Taste disorders
S. Collet*, Ph. Rombaux**, P. Eloy* and B. Bertrand*
*Department of Otorhinolaryngology, Head and Neck Surgery, Cliniques Universitaires de Mont-Godinne, Yvoir; **Department of Otorhinnolaryngology, Head and Neck Surgery, Cliniques Universitaires Saint Luc, Brussels
Taste; taste disorders; dysgeusiae; guidelines
71 - 79
Taste disorders. The guidelines presented in this review relate exclusively to disorders of the physiological sensation of taste i.e. the disorders of the perception of the four basic tastes: sweet, salt, sour and bitter. Despite the low prevalence of dysgeusia and the difficulty of making a precise diagnosis of the aetiologies, a precise and complete evaluation of the problem is important because of the significant impact on patients’ nutrition and quality of life. These guidelines also propose include recommendations for good practice based on a review of the relevant literature using Medline. It should be kept in mind that: 1. From a diagnostic point of view, an elaborate anamnesis, including drug intake and nutritional elements and a detailed clinical examination, are very often adequate to elucidate the problem. Gustometry objectivates the complaint and localises the site of the defect.
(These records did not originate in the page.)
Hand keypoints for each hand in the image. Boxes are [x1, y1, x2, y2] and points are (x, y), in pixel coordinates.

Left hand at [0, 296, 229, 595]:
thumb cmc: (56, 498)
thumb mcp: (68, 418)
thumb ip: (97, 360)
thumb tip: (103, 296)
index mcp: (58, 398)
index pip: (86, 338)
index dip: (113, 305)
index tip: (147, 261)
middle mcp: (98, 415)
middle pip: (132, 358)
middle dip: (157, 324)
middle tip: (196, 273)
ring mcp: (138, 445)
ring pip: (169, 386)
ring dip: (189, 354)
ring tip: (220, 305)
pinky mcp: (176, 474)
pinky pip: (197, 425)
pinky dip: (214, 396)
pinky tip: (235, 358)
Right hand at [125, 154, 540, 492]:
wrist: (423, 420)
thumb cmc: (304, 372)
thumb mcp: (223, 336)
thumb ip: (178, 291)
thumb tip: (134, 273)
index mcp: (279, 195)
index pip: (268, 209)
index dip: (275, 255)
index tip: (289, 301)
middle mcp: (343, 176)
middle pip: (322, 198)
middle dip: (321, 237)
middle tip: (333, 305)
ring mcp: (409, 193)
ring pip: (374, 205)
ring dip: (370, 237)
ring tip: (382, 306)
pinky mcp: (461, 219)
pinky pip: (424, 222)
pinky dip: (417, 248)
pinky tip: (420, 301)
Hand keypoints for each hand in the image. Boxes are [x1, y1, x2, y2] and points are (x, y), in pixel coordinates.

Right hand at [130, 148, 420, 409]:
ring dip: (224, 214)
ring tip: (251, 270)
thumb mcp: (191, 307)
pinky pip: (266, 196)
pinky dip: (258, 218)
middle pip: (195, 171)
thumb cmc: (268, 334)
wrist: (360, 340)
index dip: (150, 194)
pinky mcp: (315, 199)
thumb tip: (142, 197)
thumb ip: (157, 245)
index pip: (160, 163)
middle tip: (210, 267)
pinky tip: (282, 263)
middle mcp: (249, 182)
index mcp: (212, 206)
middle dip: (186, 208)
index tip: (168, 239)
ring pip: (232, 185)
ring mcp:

Complementary investigations should be determined on the basis of the diagnostic hypothesis: cultures, sialometry and salivary biopsy, or imaging to investigate lesions in the taste pathways or in the central nervous system and blood. 2. From a therapeutic point of view, the treatment should be confined to the aetiology as much as possible. If this is not possible, the administration of zinc gluconate is recommended because it can significantly improve the gustatory function. In all cases, the help of a dietician is recommended.